== Exercise data ==

┄┄┄┄┄┄┄┄┄┄┄┄┄┄┄┄┄┄┄┄

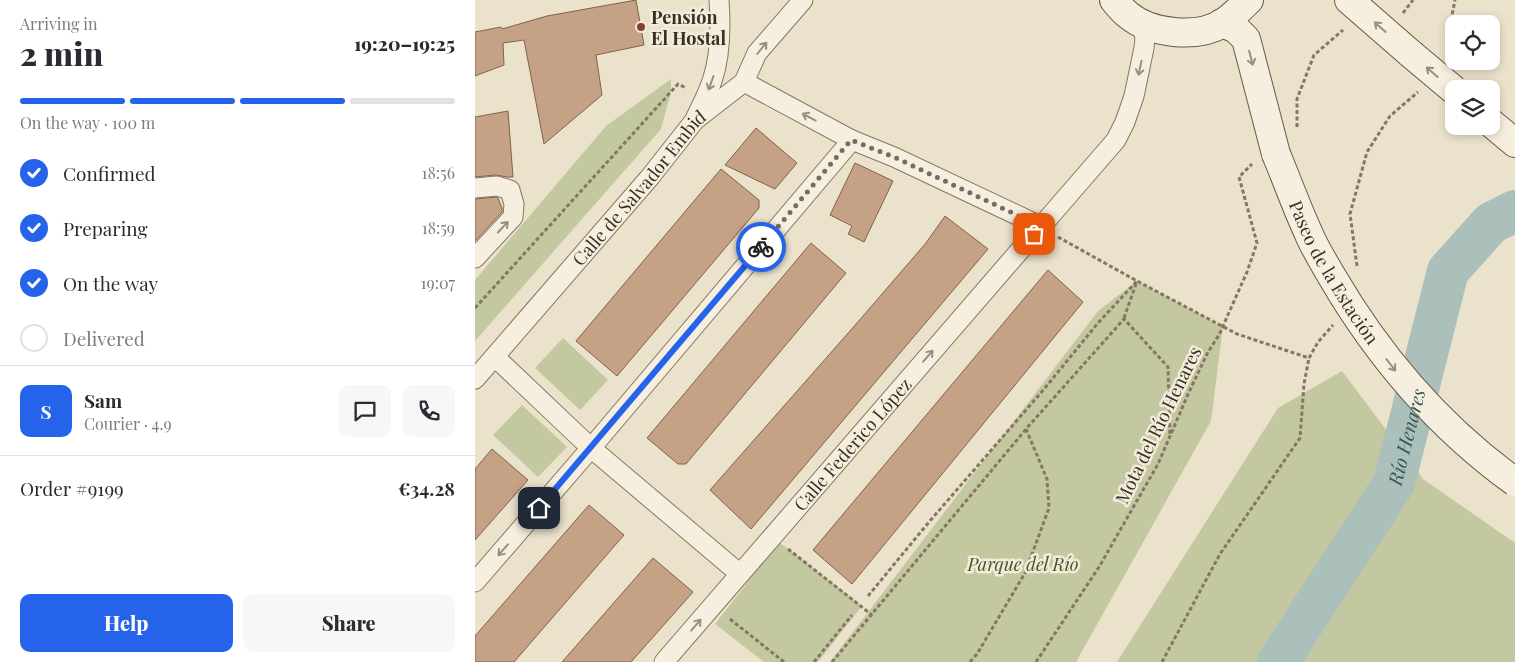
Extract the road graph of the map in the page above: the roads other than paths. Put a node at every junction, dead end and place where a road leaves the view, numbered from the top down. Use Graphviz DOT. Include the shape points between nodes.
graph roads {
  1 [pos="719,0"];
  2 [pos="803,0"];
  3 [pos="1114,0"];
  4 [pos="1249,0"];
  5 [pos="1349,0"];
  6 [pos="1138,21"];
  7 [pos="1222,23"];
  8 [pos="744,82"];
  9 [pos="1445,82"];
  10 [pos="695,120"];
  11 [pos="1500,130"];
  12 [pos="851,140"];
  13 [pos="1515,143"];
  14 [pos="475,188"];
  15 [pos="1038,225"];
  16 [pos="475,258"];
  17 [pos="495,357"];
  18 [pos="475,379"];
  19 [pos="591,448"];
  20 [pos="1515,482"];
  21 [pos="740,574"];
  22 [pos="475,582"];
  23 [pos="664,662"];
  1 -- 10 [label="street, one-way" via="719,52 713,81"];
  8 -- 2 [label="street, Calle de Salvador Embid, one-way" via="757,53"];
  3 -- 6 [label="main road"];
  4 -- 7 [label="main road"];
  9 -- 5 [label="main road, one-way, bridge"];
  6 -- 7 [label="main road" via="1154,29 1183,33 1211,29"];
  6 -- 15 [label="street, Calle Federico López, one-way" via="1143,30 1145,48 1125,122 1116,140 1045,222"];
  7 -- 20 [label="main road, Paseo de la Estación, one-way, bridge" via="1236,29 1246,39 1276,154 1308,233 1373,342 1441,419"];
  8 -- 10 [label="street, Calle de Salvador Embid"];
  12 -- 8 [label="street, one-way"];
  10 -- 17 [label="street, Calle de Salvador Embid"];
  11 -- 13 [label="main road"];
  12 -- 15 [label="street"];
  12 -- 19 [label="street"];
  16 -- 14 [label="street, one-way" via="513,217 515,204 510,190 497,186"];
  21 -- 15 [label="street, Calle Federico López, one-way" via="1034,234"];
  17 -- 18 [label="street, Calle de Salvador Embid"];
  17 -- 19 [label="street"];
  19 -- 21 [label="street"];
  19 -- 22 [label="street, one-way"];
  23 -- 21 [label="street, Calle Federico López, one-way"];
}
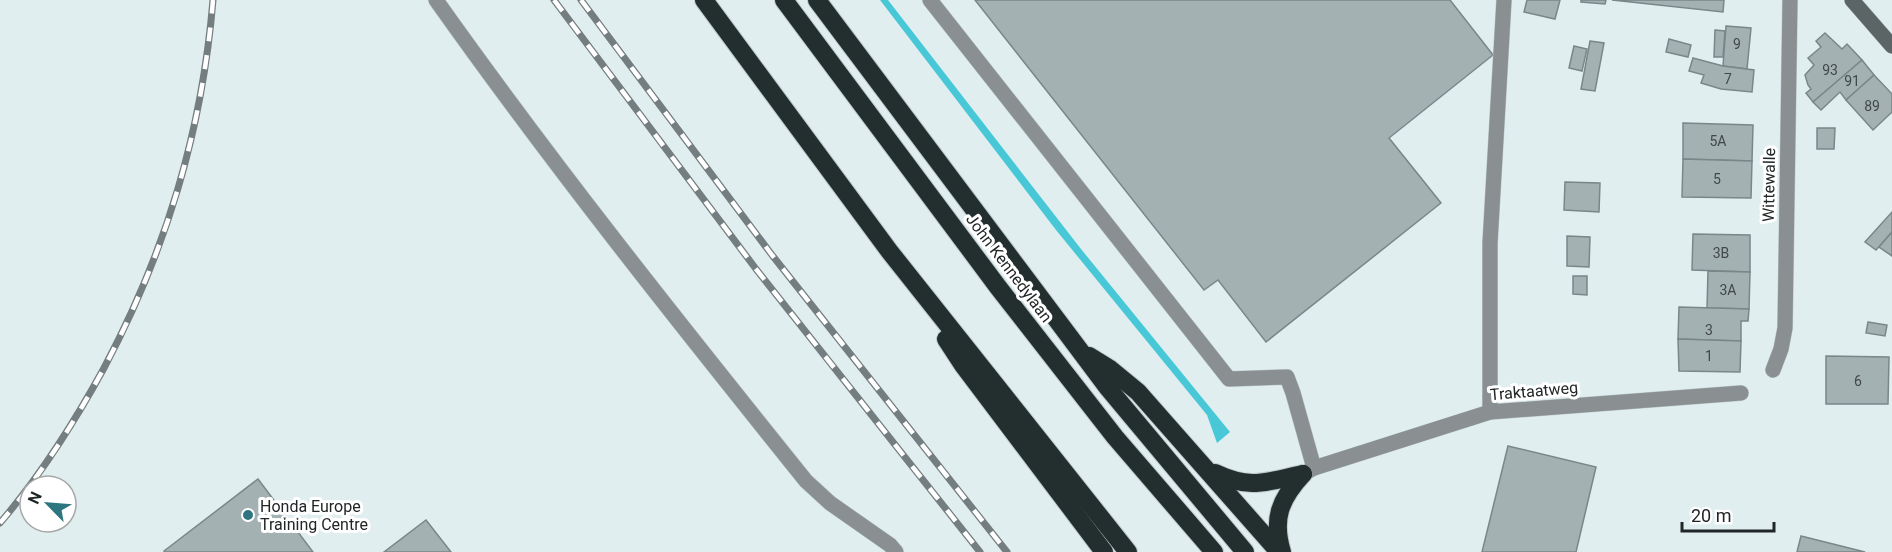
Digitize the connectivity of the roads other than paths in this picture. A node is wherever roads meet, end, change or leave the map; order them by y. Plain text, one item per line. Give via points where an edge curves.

┄┄┄┄┄┄┄┄┄┄┄┄┄┄┄┄┄┄┄┄

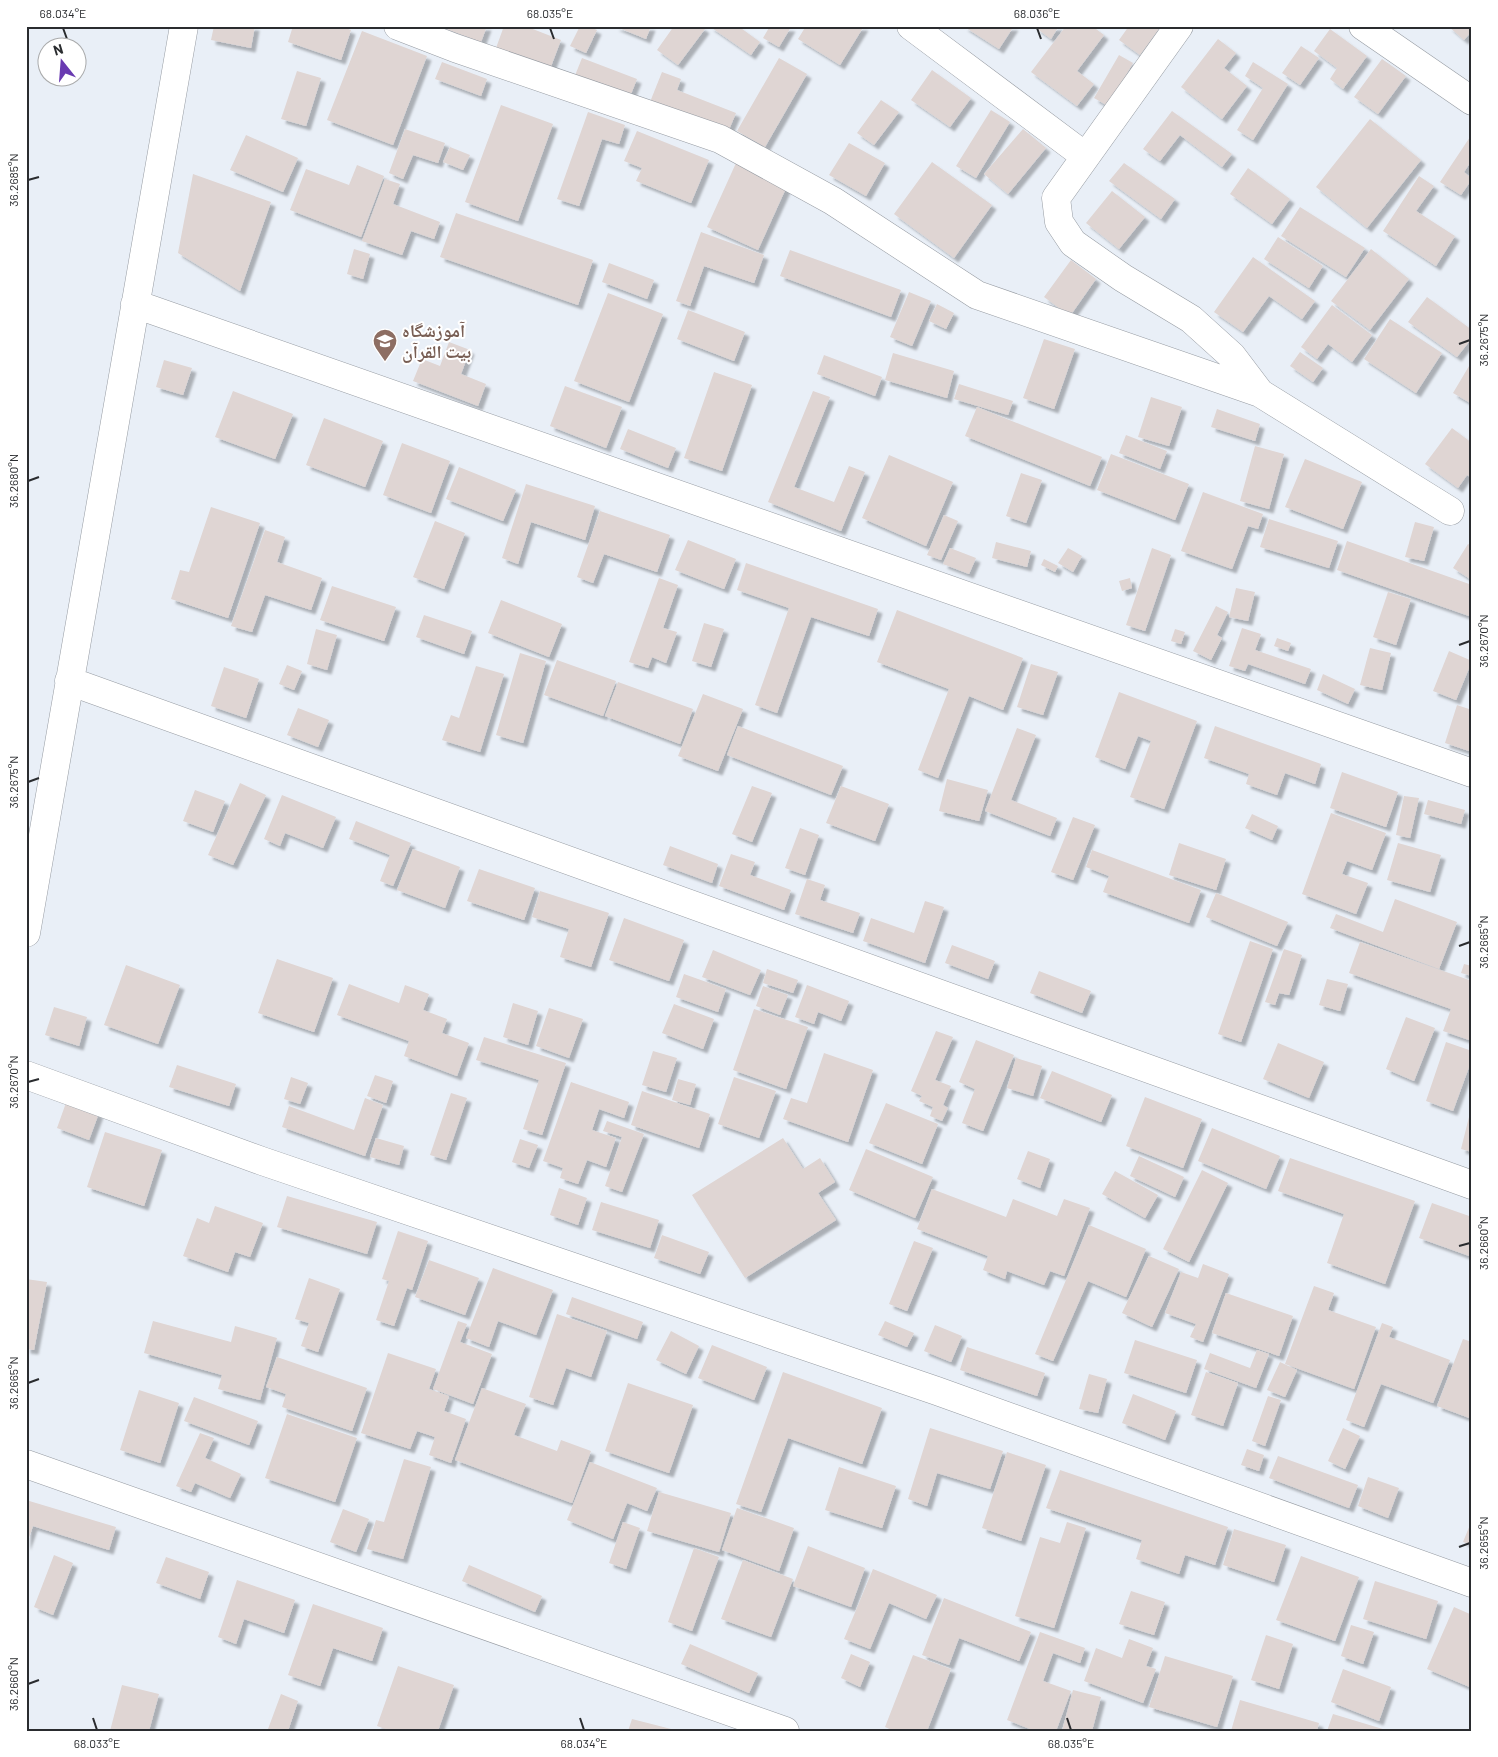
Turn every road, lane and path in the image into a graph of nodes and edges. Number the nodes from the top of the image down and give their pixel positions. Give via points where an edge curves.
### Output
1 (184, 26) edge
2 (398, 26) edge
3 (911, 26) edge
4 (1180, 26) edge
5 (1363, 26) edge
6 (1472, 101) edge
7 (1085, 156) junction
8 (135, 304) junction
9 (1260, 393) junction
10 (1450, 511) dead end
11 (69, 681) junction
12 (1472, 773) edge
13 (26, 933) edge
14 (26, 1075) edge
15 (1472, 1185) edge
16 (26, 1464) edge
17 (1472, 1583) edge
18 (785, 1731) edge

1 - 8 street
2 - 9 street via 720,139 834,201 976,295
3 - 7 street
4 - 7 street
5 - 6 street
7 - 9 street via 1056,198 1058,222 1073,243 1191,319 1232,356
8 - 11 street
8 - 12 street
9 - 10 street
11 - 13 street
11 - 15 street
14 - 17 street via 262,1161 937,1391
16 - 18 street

┄┄┄┄┄┄┄┄┄┄┄┄┄┄┄┄┄┄┄┄

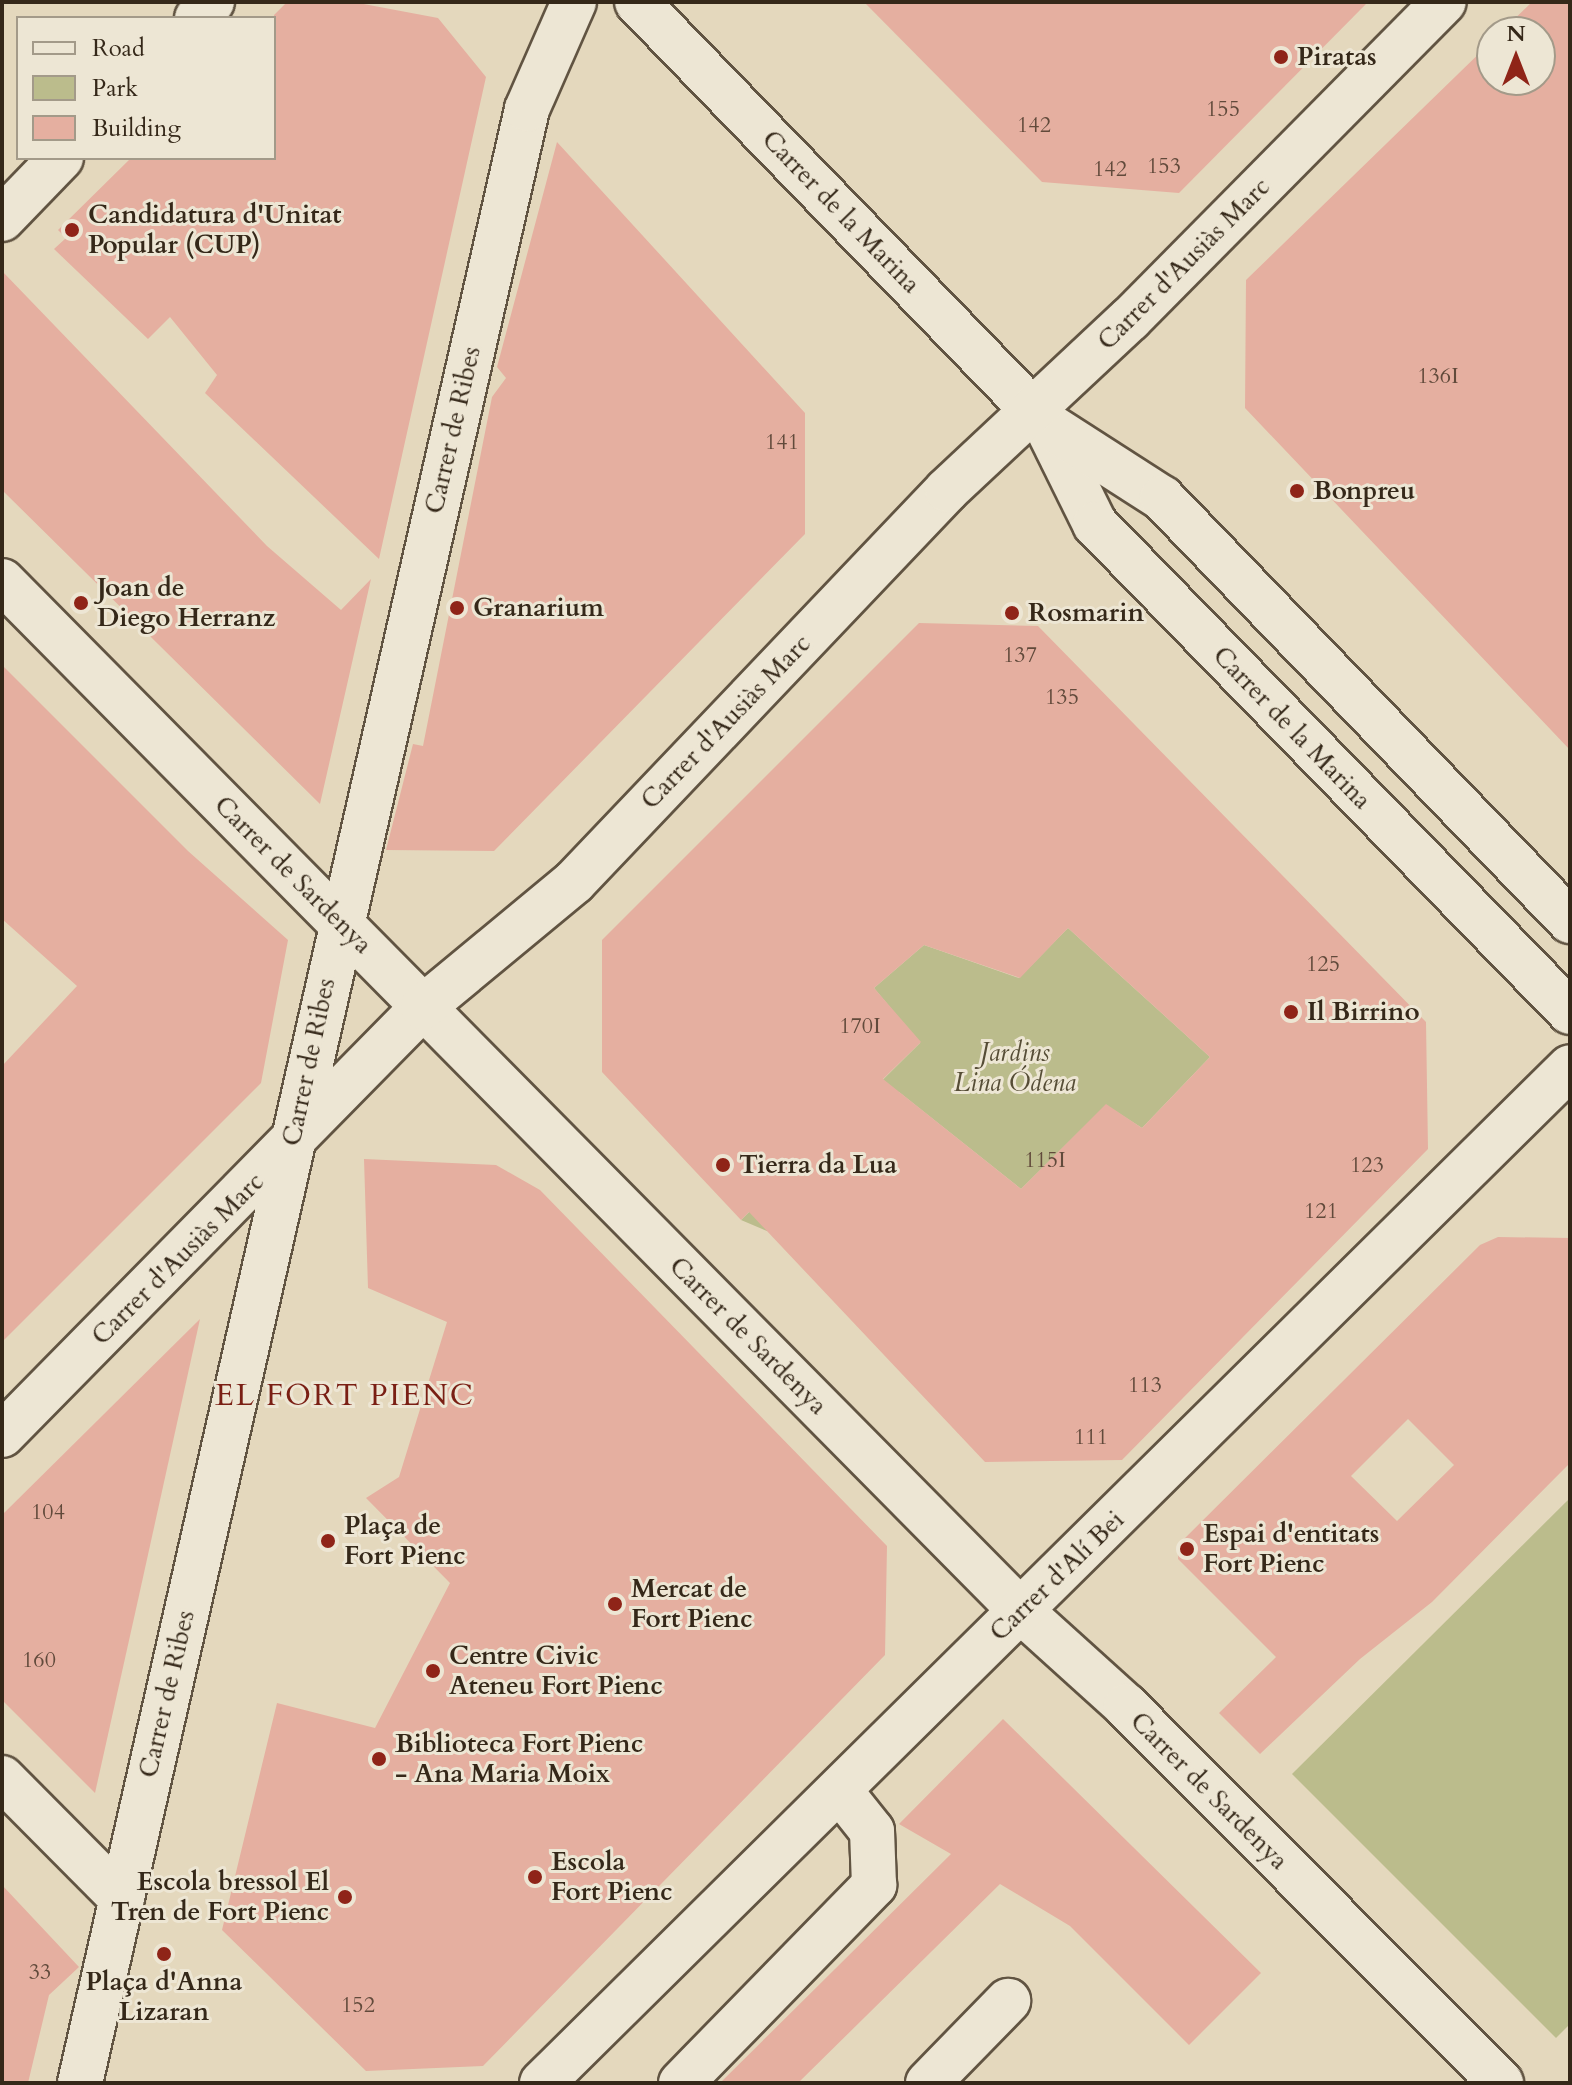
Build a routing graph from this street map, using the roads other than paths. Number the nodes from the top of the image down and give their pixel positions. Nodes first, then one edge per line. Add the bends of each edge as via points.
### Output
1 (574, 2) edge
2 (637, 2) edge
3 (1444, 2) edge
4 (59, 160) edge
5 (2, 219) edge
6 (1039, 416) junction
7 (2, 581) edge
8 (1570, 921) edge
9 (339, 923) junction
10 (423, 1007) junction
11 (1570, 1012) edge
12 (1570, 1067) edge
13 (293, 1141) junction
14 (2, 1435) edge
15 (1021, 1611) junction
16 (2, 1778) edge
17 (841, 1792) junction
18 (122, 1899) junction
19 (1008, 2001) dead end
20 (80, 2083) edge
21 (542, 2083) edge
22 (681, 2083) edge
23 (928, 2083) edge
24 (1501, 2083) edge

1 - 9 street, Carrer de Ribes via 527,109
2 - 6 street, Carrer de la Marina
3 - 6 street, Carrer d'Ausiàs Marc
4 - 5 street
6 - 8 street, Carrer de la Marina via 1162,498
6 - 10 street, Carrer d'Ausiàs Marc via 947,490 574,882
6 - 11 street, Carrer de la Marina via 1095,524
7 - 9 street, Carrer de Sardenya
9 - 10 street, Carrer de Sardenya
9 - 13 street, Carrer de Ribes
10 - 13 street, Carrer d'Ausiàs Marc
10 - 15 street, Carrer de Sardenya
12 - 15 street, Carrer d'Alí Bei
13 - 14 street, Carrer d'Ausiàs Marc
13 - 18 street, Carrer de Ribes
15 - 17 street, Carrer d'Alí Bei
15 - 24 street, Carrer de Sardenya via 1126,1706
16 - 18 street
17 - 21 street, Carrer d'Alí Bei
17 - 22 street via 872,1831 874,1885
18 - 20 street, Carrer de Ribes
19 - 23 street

┄┄┄┄┄┄┄┄┄┄┄┄┄┄┄┄┄┄┄┄

== Aim of the task ==
Nothing except a number is needed: how many lines of the entries contain the word "this"?

== Answer for the task ==
2